Performance Analysis of RIFL

In the RIFL architecture, a noticeable overhead arises from the communication between clients and servers with the Lease Manager. The RIFL paper mentions that servers can cache the expiration time of a client_id lease and query the Lease Manager only as it nears expiration, reducing network communication.

In the aforementioned processes, either checkDuplicate or processAck involves at least one O(n) complexity operation (either checking duplicates in sequenceNumber order or filtering unordered sequenceNumbers but needing to traverse and filter those less than first_incomplete for processAck). Compared to the O(1) complexity of the previous IndexSet approach, RIFL incurs some additional overhead. Performance can be optimized by making processAck a separate RPC to notify the server to recycle completion records.

Finally, since the first mechanism for recycling only checks first_incomplete, it may encounter a long-running RPC that blocks the recycling of subsequent RPC completion records, potentially leading to excessive memory usage on the server. The RIFL paper suggests setting a maximum number of inflight RPCs for a client, refusing excess RPCs, and considering early recycling of subsequent RPC completion records, which could make RIFL more complex.


The above describes the mechanism by which RIFL maintains exactly-once semantics for unary RPCs. Section 6 of the RIFL paper, titled “Implementing Transactions with RIFL,” details the mechanism for maintaining exactly-once semantics for transactions involving multiple objects.

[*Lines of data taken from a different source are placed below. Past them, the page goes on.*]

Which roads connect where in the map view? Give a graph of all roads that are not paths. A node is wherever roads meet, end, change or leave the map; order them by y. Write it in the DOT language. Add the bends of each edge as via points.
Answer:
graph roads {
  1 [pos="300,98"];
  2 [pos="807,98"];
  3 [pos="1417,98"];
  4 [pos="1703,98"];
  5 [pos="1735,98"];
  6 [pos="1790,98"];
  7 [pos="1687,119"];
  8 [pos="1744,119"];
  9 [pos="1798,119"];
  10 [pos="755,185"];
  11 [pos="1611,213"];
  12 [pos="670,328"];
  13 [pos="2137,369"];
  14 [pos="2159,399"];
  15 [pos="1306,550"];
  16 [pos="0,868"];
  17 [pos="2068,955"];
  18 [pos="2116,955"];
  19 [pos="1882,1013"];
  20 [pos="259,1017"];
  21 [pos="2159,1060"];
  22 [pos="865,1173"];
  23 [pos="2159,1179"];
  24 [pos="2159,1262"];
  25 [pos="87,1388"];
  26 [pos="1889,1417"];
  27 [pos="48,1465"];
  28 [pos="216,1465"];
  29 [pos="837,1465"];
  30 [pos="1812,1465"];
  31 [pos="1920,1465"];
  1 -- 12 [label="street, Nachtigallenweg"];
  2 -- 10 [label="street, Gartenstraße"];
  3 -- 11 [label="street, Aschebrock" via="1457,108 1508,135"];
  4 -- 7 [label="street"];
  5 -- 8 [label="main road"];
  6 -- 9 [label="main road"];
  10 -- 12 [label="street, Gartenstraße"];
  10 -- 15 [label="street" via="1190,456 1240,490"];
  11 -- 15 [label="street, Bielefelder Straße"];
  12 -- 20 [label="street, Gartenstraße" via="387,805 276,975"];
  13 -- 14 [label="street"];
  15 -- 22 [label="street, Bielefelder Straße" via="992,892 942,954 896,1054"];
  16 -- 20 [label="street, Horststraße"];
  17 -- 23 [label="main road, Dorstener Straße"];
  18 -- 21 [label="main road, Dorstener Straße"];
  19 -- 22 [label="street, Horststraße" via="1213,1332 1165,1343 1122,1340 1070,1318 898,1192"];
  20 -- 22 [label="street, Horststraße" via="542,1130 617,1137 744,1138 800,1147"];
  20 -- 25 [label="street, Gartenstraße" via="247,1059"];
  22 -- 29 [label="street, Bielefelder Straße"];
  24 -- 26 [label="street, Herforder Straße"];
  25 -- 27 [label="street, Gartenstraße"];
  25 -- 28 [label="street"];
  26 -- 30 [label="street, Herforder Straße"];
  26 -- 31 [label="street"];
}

However, as transactions in the Xline system are sent to the server as a single command, they do not require separate handling. Readers interested in this aspect can refer to the paper for more details, as it will not be elaborated upon here.The first half of this article begins with the need for command deduplication and discusses the existing problems with the current deduplication mechanism in Xline. The latter half details the working principle of RIFL (Reusable Infrastructure for Linearizability) and provides a performance analysis. Future articles will continue to discuss how RIFL is applied in Xline, along with necessary modifications and optimizations made to RIFL.